Presents Bill received [Word Translation - Kaplan Premier]?

by JGoode » Mon Jun 28, 2010 8:48 am

This question is taken from Kaplan Premier 2010-2011 on page 514 of the Word Problems chapter. Unfortunately, and rather annoyingly, as the question is used as an example to highlight how one should approach a word problem, the book does not provide neither answer choices or the actual answer. Thus, I don't know whether the answer should be algebraic or an actual whole number?
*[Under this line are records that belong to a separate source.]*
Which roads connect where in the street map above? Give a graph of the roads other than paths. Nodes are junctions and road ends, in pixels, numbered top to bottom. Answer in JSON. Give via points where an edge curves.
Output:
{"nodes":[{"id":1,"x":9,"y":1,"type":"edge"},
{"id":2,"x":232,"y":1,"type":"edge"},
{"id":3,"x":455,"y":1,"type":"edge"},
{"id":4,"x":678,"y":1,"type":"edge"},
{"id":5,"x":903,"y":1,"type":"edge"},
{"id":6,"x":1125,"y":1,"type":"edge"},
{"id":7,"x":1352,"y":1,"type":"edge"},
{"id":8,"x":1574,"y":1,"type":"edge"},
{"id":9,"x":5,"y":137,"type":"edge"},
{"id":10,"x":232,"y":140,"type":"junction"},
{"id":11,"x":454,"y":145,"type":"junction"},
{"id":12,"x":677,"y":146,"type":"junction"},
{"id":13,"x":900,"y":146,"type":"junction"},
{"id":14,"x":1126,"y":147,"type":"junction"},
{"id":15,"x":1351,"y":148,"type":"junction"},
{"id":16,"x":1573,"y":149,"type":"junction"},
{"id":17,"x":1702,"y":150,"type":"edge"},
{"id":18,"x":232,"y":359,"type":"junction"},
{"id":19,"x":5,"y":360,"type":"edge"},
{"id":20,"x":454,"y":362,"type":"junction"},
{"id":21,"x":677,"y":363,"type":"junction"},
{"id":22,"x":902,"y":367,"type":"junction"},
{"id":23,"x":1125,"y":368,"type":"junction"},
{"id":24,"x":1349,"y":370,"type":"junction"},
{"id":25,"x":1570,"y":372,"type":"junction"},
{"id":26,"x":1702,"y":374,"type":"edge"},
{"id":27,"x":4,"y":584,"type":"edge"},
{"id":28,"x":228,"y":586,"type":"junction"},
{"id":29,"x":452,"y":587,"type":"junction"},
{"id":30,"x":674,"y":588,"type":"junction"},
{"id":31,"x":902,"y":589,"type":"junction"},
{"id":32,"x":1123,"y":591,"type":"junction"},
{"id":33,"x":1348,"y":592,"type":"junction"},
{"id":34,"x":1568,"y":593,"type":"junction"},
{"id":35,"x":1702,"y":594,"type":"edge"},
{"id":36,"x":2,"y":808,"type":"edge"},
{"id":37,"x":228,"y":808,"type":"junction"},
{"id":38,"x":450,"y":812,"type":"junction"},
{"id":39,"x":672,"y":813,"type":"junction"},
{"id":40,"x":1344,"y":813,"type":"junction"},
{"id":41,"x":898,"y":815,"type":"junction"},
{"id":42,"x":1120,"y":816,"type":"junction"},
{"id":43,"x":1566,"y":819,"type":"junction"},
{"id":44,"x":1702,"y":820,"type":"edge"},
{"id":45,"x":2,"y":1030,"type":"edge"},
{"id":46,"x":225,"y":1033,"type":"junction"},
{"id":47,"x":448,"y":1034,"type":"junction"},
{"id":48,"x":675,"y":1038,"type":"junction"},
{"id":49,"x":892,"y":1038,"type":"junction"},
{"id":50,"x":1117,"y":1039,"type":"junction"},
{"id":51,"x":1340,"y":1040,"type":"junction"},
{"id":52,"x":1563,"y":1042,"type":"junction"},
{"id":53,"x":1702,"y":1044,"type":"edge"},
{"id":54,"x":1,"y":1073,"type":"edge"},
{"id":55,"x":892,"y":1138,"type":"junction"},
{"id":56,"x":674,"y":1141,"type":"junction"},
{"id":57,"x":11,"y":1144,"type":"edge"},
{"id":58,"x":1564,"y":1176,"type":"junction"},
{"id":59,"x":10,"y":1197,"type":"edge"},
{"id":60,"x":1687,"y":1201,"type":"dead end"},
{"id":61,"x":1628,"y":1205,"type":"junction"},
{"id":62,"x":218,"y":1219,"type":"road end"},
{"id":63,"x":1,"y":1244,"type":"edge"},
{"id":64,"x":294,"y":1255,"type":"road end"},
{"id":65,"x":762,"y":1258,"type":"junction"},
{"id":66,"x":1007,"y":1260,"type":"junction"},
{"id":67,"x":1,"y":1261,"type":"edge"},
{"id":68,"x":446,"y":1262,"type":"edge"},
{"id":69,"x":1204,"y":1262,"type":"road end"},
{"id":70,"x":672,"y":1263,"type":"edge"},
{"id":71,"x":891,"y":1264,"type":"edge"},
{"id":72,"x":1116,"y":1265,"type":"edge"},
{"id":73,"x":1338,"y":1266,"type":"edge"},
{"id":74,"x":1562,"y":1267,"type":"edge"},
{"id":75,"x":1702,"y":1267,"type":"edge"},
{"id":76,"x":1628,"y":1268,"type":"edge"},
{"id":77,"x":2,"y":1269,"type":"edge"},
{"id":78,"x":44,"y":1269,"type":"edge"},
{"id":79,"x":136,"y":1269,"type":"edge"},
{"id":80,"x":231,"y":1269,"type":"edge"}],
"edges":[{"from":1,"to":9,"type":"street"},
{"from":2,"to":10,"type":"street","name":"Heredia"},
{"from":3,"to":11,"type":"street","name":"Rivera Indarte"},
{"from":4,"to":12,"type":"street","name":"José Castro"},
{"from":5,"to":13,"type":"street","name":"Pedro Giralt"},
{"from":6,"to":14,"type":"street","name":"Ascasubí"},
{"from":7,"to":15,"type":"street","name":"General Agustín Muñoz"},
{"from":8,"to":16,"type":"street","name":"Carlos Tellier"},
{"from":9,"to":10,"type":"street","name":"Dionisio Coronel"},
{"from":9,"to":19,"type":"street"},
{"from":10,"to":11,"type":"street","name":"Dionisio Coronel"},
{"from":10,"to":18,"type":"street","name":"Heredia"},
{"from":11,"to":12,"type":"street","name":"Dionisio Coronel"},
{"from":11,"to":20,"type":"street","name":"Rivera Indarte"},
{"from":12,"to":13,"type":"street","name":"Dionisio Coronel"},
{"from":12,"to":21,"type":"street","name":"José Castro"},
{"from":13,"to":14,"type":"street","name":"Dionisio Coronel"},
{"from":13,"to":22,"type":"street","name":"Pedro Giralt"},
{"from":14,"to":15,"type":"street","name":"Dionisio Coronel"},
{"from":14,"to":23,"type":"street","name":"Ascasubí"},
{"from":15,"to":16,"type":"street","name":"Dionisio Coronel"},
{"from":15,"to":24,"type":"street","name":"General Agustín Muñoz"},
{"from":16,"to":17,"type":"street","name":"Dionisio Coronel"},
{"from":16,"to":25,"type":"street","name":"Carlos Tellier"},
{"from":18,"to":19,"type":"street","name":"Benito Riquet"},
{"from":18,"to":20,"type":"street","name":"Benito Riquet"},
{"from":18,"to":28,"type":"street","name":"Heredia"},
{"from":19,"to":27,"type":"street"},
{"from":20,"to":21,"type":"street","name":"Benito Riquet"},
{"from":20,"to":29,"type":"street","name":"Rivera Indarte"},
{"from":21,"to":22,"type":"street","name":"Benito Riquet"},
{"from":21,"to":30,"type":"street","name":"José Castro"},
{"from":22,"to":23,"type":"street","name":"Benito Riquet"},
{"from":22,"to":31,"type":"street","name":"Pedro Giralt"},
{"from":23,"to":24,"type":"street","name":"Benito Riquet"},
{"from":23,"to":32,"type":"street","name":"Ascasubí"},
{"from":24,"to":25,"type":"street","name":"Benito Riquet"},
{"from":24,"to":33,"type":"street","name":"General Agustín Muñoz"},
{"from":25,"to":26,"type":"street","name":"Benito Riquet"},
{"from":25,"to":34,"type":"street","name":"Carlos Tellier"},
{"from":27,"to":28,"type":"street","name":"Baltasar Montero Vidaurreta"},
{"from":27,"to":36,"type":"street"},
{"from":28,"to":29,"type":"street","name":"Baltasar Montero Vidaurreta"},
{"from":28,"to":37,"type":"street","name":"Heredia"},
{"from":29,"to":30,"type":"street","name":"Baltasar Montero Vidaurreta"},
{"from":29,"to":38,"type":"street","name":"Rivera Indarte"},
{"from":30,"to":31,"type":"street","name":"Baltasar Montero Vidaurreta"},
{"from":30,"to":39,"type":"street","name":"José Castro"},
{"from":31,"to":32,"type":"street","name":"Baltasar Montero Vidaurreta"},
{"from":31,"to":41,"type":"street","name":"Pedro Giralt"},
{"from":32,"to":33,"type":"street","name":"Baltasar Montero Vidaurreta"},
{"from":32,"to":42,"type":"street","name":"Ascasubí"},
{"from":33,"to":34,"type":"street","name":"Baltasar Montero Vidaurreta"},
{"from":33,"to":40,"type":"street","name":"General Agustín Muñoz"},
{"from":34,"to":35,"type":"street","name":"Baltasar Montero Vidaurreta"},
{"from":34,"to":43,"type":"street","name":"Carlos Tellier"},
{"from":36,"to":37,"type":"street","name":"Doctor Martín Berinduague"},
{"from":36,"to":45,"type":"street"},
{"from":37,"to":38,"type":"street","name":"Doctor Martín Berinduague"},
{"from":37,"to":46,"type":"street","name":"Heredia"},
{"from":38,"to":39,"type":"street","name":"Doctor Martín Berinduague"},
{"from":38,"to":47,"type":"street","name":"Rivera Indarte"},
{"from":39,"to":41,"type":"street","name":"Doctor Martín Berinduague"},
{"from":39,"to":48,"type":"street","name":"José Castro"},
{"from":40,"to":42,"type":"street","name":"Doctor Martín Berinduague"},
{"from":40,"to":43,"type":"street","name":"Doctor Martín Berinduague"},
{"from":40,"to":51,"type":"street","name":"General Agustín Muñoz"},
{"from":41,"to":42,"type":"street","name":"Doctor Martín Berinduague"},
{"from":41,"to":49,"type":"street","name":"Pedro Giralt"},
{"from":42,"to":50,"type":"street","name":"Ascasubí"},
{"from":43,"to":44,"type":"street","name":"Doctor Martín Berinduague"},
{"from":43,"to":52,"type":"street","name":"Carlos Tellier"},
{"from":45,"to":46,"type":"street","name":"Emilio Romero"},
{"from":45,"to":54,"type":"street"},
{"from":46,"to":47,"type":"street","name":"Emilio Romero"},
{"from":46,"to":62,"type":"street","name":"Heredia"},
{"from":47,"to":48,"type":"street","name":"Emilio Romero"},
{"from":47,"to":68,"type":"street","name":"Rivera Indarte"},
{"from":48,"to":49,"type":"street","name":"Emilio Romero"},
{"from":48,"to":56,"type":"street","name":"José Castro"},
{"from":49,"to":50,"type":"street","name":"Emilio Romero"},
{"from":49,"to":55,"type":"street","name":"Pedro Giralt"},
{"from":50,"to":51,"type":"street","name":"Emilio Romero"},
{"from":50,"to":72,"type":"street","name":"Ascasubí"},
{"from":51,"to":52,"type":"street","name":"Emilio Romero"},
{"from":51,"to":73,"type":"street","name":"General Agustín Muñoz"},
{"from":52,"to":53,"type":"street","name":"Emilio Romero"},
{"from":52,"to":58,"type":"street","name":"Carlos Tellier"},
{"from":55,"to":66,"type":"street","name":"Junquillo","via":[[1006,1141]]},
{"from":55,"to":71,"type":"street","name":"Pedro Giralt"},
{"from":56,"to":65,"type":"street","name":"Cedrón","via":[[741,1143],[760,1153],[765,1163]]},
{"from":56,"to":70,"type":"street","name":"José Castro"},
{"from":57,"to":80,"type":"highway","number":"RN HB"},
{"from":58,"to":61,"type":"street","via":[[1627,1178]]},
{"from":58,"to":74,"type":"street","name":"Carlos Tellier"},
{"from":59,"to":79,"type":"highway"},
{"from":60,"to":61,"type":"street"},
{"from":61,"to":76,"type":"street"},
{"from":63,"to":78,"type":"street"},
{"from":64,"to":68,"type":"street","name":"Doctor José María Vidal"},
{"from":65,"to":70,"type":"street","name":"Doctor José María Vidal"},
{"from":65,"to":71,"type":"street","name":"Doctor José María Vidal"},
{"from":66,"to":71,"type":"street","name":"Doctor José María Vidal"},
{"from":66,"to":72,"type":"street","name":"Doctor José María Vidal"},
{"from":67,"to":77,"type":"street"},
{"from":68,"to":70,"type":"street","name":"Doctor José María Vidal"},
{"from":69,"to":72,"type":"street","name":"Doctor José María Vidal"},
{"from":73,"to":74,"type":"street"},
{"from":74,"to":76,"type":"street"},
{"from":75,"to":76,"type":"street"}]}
The book does provide some kind of break down as to the equations used for each person, therefore I will post this below in the spoiler section - although I think there is a typo in Kaplan's working out which I would be grateful if someone could clarify.

"Bill received three fewer presents for his birthday than did John, who received half the number of presents as Betty and Sue averaged. If Sue received as many as John and Betty put together, and Bill and John together received one more than did Betty, then how many presents did Bill receive?"

[spoiler]Kaplan states:
"Bill received three fewer presents for his birthday than did John" therefore: Bill= J - 3
"John received half the number of presents as Betty and Sue averaged" therefore: J= (Betty + S)/2 (<<<Surely this is a typo as it only calculates the average of Betty and Sue, rather than 0.5 of their average?)
"Sue received as many as John and Betty put together" therefore: S= J + Betty
"Bill and John together received one more than did Betty" therefore: Bill + J= Betty + 1[/spoiler]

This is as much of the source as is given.